Se realizó la transferencia a través de un entramado de lianas casi horizontal. Ulises dividió al grupo en tres secciones. Mientras el primero se arrastraba sobre las lianas, el resto permanecía de guardia con arcos y flechas. Era un momento excelente para que sus enemigos intentasen un ataque sorpresa, porque los que cruzaban se hallaban demasiado ocupados agarrándose a las lianas y comprobando dónde pisaban. Los que se quedaban atrás atisbaban entre la maleza por si había peligro de una emboscada. En aquella espesura podían ocultarse, muy cerca de allí, hasta un millar de enemigos sin que los viesen.
Cuando el primer grupo llegó al otro lado, se distribuyeron para proteger al siguiente, mientras un tercer grupo permanecía vigilando en retaguardia. Ulises había ido con el primer grupo. Observaba al grupo siguiente que se arrastraba sobre el entramado de lianas, que se curvaba sólo un poco bajo el peso de los alkumquibes y los suministros y bombas que llevaban. Había explorado ya la zona inmediata y se había asegurado que no había allí enemigos emboscados.
Cuando el primer alkumquibe se hallaba a unos siete metros de la rama, el tercer grupo lanzó un gran grito. Ulises, sorprendido, vio que señalaban hacia arriba. Alzó los ojos a tiempo para ver un gran tronco de unos tres metros de longitud que caía hacia el guerrero alkumquibe. No le alcanzó, pero atravesó el entramado, rompiendo lianas y enredaderas. El guerrero se encontró de pronto colgando del extremo de una liana. Los que iban tras él se habían quedado paralizados al principio y habían retrocedido luego precipitadamente cuando comenzaron a caer sobre ellos otros proyectiles, troncos, ramas y nubes de polvo.
Chillando, el primer alkumquibe perdió apoyo y cayó al abismo. Otro fue alcanzado en la espalda por un tronco de más de un metro de longitud y desapareció. Un tercero dio un salto para escapar a un trozo de corteza del tamaño, de su cabeza y cayó también. Un cuarto se escurrió por una abertura que se cerró tras él. Pero reapareció un momento después y alcanzó la dudosa seguridad de la rama.
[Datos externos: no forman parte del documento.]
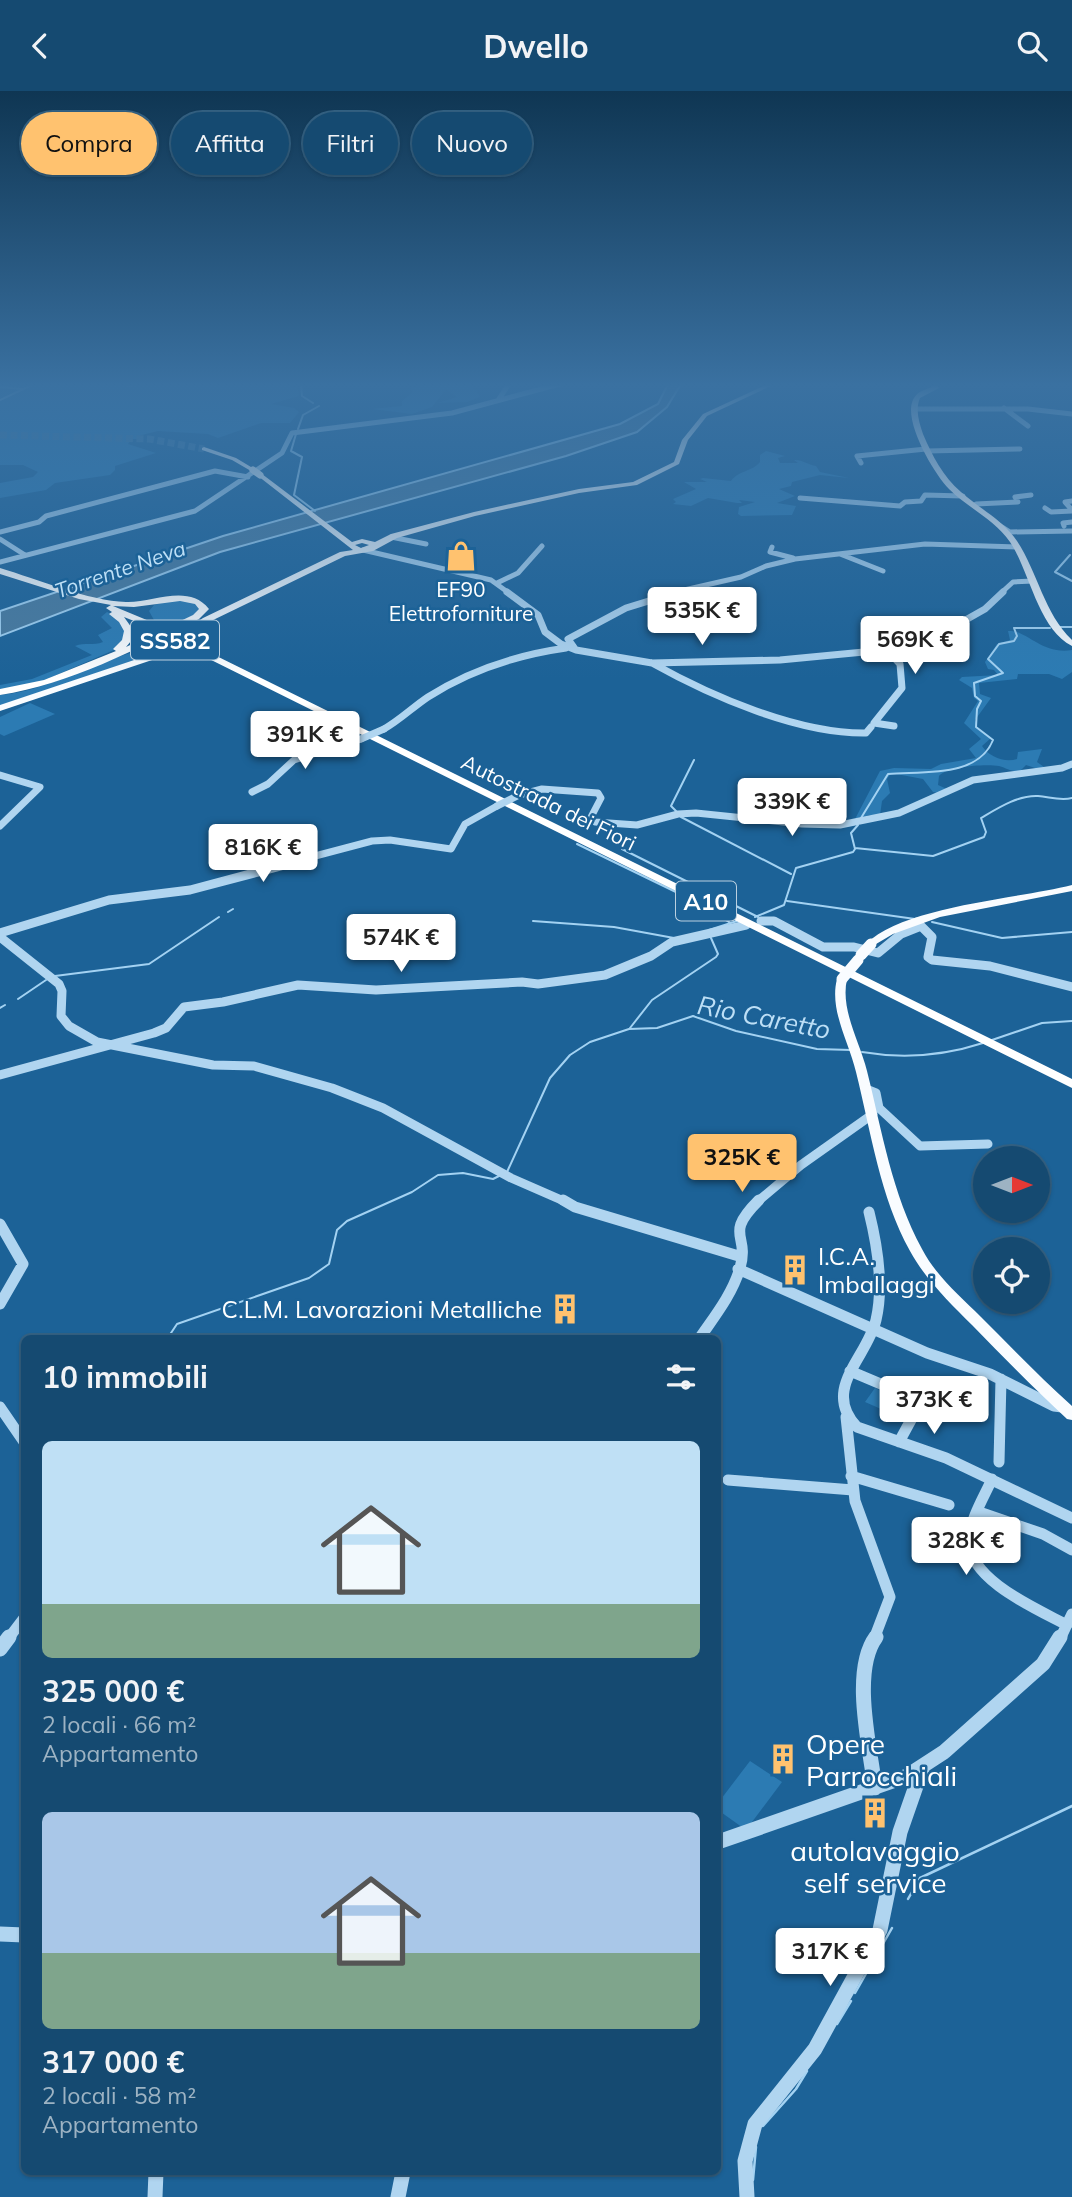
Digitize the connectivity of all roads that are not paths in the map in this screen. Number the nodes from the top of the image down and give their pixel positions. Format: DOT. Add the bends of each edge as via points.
graph roads {
  1 [pos="169,482"];
  2 [pos="239,482"];
  3 [pos="270,482"];
  4 [pos="639,482"];
  5 [pos="946,482"];
  6 [pos="1031,495"];
  7 [pos="963,496"];
  8 [pos="800,498"];
  9 [pos="1072,501"];
  10 [pos="976,504"];
  11 [pos="1045,508"];
  12 [pos="306,509"];
  13 [pos="1072,510"];
  14 [pos="1072,522"];
  15 [pos="998,525"];
  16 [pos="1064,526"];
  17 [pos="0,531"];
  18 [pos="1072,531"];
  19 [pos="337,532"];
  20 [pos="391,537"];
  21 [pos="0,539"];
  22 [pos="368,544"];
  23 [pos="426,544"];
  24 [pos="542,546"];
  25 [pos="772,547"];
  26 [pos="1017,547"];
  27 [pos="353,549"];
  28 [pos="839,554"];
  29 [pos="25,555"];
  30 [pos="381,555"];
  31 [pos="795,559"];
  32 [pos="0,562"];
  33 [pos="883,571"];
  34 [pos="5,574"];
  35 [pos="476,576"];
  36 [pos="507,578"];
  37 [pos="1033,581"];
  38 [pos="498,583"];
  39 [pos="76,594"];
  40 [pos="160,601"];
  41 [pos="109,608"];
  42 [pos="162,629"];
  43 [pos="181,641"];
  44 [pos="1072,645"];
  45 [pos="572,649"];
  46 [pos="887,649"];
  47 [pos="99,661"];
  48 [pos="652,663"];
  49 [pos="66,675"];
  50 [pos="0,692"];
  51 [pos="0,708"];
  52 [pos="894,726"];
  53 [pos="872,727"];
  54 [pos="1072,764"];
  55 [pos="0,775"];
  56 [pos="252,792"];
  57 [pos="0,826"];
  58 [pos="1072,888"];
  59 [pos="761,921"];
  60 [pos="919,924"];
  61 [pos="746,925"];
  62 [pos="0,935"];
  63 [pos="1072,987"];
  64 [pos="107,1046"];
  65 [pos="0,1075"];
  66 [pos="1072,1078"];
  67 [pos="1072,1084"];
  68 [pos="866,1089"];
  69 [pos="873,1114"];
  70 [pos="988,1144"];
  71 [pos="869,1212"];
  72 [pos="0,1224"];
  73 [pos="742,1257"];
  74 [pos="738,1269"];
  75 [pos="0,1304"];
  76 [pos="873,1329"];
  77 [pos="702,1335"];
  78 [pos="850,1370"];
  79 [pos="1001,1379"];
  80 [pos="930,1385"];
  81 [pos="921,1401"];
  82 [pos="0,1407"];
  83 [pos="1068,1411"];
  84 [pos="845,1416"];
  85 [pos="21,1437"];
  86 [pos="899,1442"];
  87 [pos="999,1462"];
  88 [pos="851,1476"];
  89 [pos="992,1479"];
  90 [pos="728,1480"];
  91 [pos="853,1490"];
  92 [pos="948,1505"];
  93 [pos="979,1512"];
  94 [pos="1072,1518"];
  95 [pos="1072,1550"];
  96 [pos="1069,1619"];
  97 [pos="21,1622"];
  98 [pos="0,1649"];
  99 [pos="923,1766"];
  100 [pos="875,1788"];
  101 [pos="721,1841"];
  102 [pos="0,1934"];
  103 [pos="21,1935"];
  104 [pos="156,2175"];
  105 [pos="402,2175"];
  106 [pos="155,2197"];
  107 [pos="398,2197"];
  108 [pos="747,2197"];
  1 -- 17 [label="street"];
  2 -- 29 [label="street" via="190,514"];
  3 -- 12 [label="main road"];
  4 -- 20 [label="main road" via="570,492"];
  5 -- 7 [label="main road"];
  6 -- 10 [label="street" via="1015,497 1018,502"];
  7 -- 8 [label="street" via="925,495 921,501 900,506"];
  7 -- 10 [label="main road"];
  9 -- 13 [label="street" via="1065,502"];
  10 -- 15 [label="main road"];
  11 -- 13 [label="street" via="1051,512"];
  12 -- 19 [label="main road"];
  14 -- 16 [label="street"];
  15 -- 18 [label="street" via="1010,532"];
  15 -- 26 [label="main road"];
  19 -- 20 [label="main road" via="362,538"];
  19 -- 22 [label="main road"];
  19 -- 27 [label="main road"];
  20 -- 22 [label="main road"];
  20 -- 23 [label="street"];
  21 -- 29 [label="street"];
  22 -- 27 [label="main road"];
  22 -- 27 [label="main road"];
  22 -- 30 [label="street"];
  24 -- 36 [label="street" via="518,573"];
  25 -- 31 [label="street" via="769,552"];
  26 -- 28 [label="street" via="934,544"];
  26 -- 37 [label="main road"];
  27 -- 30 [label="street"];
  27 -- 51 [label="main road, SS582" via="206,620 155,656"];
  28 -- 31 [label="street"];
  28 -- 33 [label="street"];
  29 -- 32 [label="street"];
  30 -- 35 [label="street"];
  31 -- 45 [label="street" via="626,608 568,639"];
  34 -- 39 [label="highway, Autostrada dei Fiori / A10"];
  34 -- 41 [label="highway, Autostrada dei Fiori / A10"];
  35 -- 36 [label="street"];
  35 -- 38 [label="street"];
  36 -- 38 [label="street"];
  37 -- 44 [label="main road" via="1054,626"];
  37 -- 46 [label="street" via="1013,582 985,609 962,622"];
  38 -- 45 [label="street" via="538,615 545,632"];
  39 -- 40 [label="highway" via="132,605"];
  39 -- 41 [label="highway, Autostrada dei Fiori / A10"];
  40 -- 42 [label="highway" via="149,607 147,614"];
  40 -- 47 [label="highway" via="189,599 204,609 196,617"];
  41 -- 42 [label="highway, Autostrada dei Fiori / A10"];
  41 -- 47 [label="highway" via="129,633 123,645"];
  42 -- 43 [label="highway, Autostrada dei Fiori / A10, bridge"];
  43 -- 49 [label="highway, bridge"];
  43 -- 66 [label="highway, Autostrada dei Fiori / A10"];
  43 -- 67 [label="highway, Autostrada dei Fiori / A10"];
  45 -- 48 [label="street"];
  45 -- 56 [label="street, bridge" via="525,654 459,681 384,729 294,759 268,784"];
  46 -- 48 [label="street" via="780,660"];
  46 -- 52 [label="street" via="900,664 902,685 874,723"];
  47 -- 49 [label="highway"];
  48 -- 53 [label="street" via="714,694 827,730 860,734"];
  49 -- 50 [label="highway"];
  54 -- 62 [label="street, bridge" via="973,781 899,813 840,825 696,813 637,825 595,822 590,819 601,798 598,793 542,789 519,795 465,824 449,850 372,841 190,890 109,900"];
  55 -- 57 [label="street" via="40,787"];
  58 -- 60 [label="main road" via="955,910"];
  59 -- 60 [label="street" via="774,921 823,947 878,953"];
  60 -- 63 [label="street" via="932,937 928,957 932,960 990,966"];
  60 -- 68 [label="main road, bridge" via="885,933 842,979 838,993"];
  61 -- 64 [label="street" via="672,942 619,971 538,984 376,990 298,985 184,1007 161,1031"];
  62 -- 64 [label="street" via="59,984 61,1016 69,1026"];
  64 -- 65 [label="street"];
  64 -- 73 [label="street" via="212,1065 254,1066 319,1084 383,1108 511,1178 575,1207"];
  68 -- 69 [label="main road"];
  68 -- 70 [label="street" via="876,1093 879,1108 920,1146"];
  69 -- 73 [label="street" via="752,1206 738,1230"];
  69 -- 83 [label="main road" via="905,1226 923,1262 958,1303"];
  71 -- 76 [label="street" via="876,1270"];
  72 -- 75 [label="street" via="23,1264"];
  73 -- 74 [label="street"];
  74 -- 76 [label="street"];
  74 -- 77 [label="street"];
  76 -- 78 [label="street"];
  76 -- 79 [label="street"];
  78 -- 81 [label="street"];
  78 -- 84 [label="street"];
  79 -- 83 [label="street"];
  79 -- 87 [label="street"];
  80 -- 81 [label="street"];
  81 -- 86 [label="street"];
  82 -- 85 [label="street"];
  84 -- 86 [label="street" via="856,1427"];
  84 -- 88 [label="street"];
  86 -- 89 [label="street"];
  88 -- 91 [label="street"];
  88 -- 92 [label="street"];
  89 -- 93 [label="street"];
  89 -- 94 [label="street"];
  90 -- 91 [label="street"];
  91 -- 100 [label="street" via="890,1598 878,1634 868,1648 863,1679"];
  93 -- 95 [label="street" via="1043,1534"];
  93 -- 96 [label="street" via="969,1546 982,1571 1008,1593"];
  96 -- 99 [label="street" via="1043,1664"];
  97 -- 98 [label="street"];
  99 -- 100 [label="street"];
  99 -- 108 [label="street" via="900,1832 880,1930 815,2049 755,2124 745,2161"];
  100 -- 101 [label="street"];
  102 -- 103 [label="street"];
  104 -- 106 [label="street"];
  105 -- 107 [label="street"];
}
Por entonces los troncos caían más cerca del primer grupo, obligándole a retroceder por la rama. Ulises tuvo también que retroceder, pero se había asegurado que los que tiraban aquellos proyectiles estaban en la rama que quedaba directamente encima. A los lados, más bien, pues se habrían visto obligados a descender por los lados de la áspera corteza para lanzar sus andanadas. Estaban a unos doscientos metros de altura respecto a ellos, y en consecuencia al alcance de los arqueros de la otra rama. Eran éstos wuagarondites al mando de Edjauwando, que no perdió el control y dio las órdenes oportunas y volaron andanadas de flechas hacia la rama superior.